Among the many resources The Network created to make the OCM manageable for practices were toolkits on such topics as hospitalization and ED visits, depression, pain, advance care planning, and comorbidities. These toolkits offered an at-a-glance look—often with graphs or charts—at the processes and protocols in place to handle such issues as they arise.
For instance, we noticed that pain was a common diagnosis leading to ED visits and hospitalization. Thus, The Network created a toolkit focusing on how every team member can help with managing a patient’s pain, which included educational resources for both care team and patient, assessment tools, and analytics on pain management.
These types of resources make it easy for practices in The Network to see what works and what doesn’t and make any necessary adjustments.
When roadblocks appear, such as a practice having trouble submitting data to CMMI, it’s not uncommon for the practice lead to call another practice and ask for advice. Collaboration is baked in, with regular sharing of tips, tricks, and best practices.
For participating practices in The Network, the OCM mission of improving patient care is now part of daily operations. The US Oncology Network continues to improve processes, although the basics have become habit, and it’s exciting to be able to offer more enhanced services to patients. The patient journey now includes more access to social work, navigation of services, and other support services to achieve the best outcome. The Network has consistently reduced hospitalizations throughout the program and is continuing to find ways to enhance the patient benefits of value-based care.

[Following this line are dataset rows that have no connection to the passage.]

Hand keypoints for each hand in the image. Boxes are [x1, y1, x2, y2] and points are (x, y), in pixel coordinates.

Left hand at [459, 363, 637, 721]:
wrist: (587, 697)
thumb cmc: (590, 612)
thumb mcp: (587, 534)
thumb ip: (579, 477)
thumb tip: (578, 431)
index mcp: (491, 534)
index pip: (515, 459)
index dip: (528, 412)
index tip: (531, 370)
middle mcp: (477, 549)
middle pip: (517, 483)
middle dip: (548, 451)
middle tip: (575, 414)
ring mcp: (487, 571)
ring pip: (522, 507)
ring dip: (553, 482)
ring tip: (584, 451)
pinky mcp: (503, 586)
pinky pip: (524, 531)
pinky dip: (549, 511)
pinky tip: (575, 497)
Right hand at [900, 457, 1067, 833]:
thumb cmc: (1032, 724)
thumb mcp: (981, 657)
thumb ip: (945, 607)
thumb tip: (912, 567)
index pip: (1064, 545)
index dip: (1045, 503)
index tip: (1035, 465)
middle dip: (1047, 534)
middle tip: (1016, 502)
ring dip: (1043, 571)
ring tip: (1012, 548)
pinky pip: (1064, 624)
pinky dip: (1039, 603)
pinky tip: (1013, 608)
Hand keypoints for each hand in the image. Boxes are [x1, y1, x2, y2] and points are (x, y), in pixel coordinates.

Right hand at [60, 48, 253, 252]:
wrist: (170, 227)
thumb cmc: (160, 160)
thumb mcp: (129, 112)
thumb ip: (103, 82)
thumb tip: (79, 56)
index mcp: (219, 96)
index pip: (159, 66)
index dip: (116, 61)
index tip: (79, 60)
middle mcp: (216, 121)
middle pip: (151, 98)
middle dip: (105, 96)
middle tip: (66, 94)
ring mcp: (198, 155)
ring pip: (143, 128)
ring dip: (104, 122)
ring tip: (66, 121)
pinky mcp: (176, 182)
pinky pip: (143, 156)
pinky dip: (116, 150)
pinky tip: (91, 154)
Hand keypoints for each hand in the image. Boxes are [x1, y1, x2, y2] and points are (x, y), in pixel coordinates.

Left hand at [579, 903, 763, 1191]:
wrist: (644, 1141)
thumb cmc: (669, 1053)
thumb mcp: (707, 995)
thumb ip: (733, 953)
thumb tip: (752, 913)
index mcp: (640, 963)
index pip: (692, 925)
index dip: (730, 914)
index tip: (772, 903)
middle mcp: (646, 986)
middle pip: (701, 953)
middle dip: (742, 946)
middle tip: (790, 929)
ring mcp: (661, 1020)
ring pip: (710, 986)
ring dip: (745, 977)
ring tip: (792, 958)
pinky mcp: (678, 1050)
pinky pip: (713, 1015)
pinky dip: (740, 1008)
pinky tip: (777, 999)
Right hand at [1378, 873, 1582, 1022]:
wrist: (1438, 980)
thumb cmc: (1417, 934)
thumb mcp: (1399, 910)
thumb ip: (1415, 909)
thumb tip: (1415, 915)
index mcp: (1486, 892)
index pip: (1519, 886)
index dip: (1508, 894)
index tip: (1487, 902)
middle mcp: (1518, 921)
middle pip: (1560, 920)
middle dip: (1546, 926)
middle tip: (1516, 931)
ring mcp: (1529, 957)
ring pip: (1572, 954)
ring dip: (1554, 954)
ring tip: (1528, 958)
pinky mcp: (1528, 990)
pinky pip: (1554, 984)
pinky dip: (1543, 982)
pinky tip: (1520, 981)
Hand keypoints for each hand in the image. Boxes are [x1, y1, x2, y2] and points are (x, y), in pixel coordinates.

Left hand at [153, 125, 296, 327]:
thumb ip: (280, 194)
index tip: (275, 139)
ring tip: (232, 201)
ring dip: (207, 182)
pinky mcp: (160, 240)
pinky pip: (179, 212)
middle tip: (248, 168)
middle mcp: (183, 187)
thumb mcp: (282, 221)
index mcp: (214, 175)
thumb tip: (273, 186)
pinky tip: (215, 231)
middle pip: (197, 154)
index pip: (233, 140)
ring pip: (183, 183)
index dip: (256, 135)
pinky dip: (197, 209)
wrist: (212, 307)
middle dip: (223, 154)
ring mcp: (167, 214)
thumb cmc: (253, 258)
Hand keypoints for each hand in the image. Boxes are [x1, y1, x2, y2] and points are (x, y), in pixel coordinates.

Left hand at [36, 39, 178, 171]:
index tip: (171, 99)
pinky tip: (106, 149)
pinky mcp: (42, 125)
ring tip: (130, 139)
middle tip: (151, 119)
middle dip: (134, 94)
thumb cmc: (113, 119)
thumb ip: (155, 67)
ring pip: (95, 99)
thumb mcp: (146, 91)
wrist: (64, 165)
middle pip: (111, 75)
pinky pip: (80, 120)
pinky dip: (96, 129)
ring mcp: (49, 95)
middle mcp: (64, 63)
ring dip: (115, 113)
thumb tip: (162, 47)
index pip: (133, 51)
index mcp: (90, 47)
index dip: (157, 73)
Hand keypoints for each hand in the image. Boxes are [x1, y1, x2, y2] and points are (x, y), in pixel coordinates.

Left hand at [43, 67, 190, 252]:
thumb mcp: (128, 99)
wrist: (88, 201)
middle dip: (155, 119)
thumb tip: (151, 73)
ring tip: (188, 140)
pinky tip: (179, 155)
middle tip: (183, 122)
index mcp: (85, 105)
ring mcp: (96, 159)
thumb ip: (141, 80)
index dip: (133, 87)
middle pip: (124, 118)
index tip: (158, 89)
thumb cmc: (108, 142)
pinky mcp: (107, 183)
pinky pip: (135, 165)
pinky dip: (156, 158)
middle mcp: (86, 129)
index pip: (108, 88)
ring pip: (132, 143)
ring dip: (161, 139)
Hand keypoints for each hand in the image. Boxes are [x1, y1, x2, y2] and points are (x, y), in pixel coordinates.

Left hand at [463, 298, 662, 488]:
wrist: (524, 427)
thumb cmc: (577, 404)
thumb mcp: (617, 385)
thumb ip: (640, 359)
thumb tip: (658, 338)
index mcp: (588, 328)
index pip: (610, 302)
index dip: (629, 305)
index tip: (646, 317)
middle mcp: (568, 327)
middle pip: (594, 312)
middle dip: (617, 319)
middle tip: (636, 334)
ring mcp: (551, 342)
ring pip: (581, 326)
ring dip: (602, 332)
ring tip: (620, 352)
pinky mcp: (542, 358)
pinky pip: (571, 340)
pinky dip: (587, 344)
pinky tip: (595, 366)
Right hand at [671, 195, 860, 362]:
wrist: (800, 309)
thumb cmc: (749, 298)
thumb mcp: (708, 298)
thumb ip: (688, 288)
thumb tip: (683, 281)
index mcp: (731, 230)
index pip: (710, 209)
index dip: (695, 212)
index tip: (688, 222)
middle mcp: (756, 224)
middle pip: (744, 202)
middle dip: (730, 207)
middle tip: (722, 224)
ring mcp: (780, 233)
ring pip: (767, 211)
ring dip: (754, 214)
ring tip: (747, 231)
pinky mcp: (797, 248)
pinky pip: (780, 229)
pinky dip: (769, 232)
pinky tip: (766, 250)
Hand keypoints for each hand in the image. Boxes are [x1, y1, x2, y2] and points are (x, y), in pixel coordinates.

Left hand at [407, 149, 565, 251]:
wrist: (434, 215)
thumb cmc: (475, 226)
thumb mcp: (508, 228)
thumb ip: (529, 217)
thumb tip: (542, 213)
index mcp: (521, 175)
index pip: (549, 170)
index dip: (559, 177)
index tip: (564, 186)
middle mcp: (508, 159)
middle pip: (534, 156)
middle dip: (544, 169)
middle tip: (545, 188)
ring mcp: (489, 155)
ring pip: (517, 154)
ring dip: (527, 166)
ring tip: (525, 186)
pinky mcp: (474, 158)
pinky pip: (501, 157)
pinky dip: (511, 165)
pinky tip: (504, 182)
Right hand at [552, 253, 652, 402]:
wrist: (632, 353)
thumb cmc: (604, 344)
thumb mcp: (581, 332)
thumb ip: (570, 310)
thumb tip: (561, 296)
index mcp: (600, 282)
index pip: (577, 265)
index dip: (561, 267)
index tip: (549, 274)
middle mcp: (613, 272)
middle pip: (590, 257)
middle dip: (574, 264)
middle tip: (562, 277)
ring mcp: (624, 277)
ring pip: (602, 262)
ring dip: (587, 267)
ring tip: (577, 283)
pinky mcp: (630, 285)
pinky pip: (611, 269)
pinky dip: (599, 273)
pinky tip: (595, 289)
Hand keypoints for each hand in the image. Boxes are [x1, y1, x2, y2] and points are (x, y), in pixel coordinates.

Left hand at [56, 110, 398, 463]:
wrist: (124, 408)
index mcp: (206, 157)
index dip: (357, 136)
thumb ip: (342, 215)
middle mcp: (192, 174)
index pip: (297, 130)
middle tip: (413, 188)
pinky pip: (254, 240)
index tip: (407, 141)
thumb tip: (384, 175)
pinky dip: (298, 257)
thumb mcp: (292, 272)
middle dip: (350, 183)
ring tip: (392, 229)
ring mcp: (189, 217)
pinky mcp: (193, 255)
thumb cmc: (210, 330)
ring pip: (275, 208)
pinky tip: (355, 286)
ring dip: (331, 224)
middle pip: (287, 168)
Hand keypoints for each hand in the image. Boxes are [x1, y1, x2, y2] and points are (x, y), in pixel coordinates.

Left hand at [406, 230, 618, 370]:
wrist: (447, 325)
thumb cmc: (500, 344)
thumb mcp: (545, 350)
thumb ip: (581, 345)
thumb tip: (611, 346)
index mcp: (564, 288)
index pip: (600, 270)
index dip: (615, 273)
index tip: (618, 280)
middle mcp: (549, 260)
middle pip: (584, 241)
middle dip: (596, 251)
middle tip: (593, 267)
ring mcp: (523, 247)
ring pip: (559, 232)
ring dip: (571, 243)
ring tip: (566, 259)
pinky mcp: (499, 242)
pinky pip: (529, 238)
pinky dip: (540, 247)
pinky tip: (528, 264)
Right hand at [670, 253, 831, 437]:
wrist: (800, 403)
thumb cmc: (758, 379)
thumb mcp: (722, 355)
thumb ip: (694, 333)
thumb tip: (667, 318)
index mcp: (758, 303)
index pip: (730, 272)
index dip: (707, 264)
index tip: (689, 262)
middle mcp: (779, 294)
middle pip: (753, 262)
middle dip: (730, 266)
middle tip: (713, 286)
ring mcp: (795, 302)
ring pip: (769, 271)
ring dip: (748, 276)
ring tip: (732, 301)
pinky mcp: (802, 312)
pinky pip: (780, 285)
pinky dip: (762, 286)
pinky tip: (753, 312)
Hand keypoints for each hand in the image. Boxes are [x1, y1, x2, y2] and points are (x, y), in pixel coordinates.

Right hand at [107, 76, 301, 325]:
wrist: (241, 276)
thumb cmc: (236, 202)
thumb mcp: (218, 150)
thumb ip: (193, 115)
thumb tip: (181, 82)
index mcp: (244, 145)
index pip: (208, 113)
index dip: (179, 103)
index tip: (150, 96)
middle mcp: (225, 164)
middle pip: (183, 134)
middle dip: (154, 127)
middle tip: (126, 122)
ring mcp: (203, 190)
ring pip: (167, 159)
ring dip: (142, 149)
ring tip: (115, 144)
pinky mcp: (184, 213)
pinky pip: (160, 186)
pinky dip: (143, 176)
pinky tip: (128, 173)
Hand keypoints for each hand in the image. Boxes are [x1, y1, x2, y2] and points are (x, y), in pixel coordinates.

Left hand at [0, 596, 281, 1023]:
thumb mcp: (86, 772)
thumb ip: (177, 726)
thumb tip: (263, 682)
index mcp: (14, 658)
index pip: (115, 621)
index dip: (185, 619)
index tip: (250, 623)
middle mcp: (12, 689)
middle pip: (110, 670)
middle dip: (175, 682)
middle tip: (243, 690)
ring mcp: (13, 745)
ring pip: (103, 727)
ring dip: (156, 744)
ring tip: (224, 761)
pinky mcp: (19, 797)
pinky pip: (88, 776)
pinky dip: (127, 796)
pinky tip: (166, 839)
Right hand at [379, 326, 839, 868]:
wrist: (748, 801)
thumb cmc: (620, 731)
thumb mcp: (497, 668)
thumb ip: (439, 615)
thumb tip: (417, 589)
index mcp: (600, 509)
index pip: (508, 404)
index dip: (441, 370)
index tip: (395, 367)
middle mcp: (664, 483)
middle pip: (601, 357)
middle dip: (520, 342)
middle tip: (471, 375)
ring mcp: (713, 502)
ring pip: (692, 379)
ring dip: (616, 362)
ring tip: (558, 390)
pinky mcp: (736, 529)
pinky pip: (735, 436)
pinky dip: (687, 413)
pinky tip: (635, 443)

Tellingly, 50% of OCM participating practices in The Network pursued 2-sided risk in 2020. This means that if a practice performs well with quality and bending the total cost curve, then it can receive a higher amount of shared savings. However, if it does not do well, the practice must pay dollars back to Medicare. Choosing 2-sided risk demonstrates the confidence of these practices in succeeding with the OCM.
As the OCM enters the final stretch of its pilot program, practices in The Network are striving to continually optimize their approach. They have become stronger through teamwork, sharing best practices, monitoring progress over time, and helping each other improve.
More patients, not only those enrolled in the OCM but others as well, can experience better care and outcomes consistent with patient goals and values.
Stuart Staggs is senior director of strategic programs at The US Oncology Network in The Woodlands, Texas. Lalan Wilfong, MD, is vice president of quality programs and value-based care at Texas Oncology in Dallas.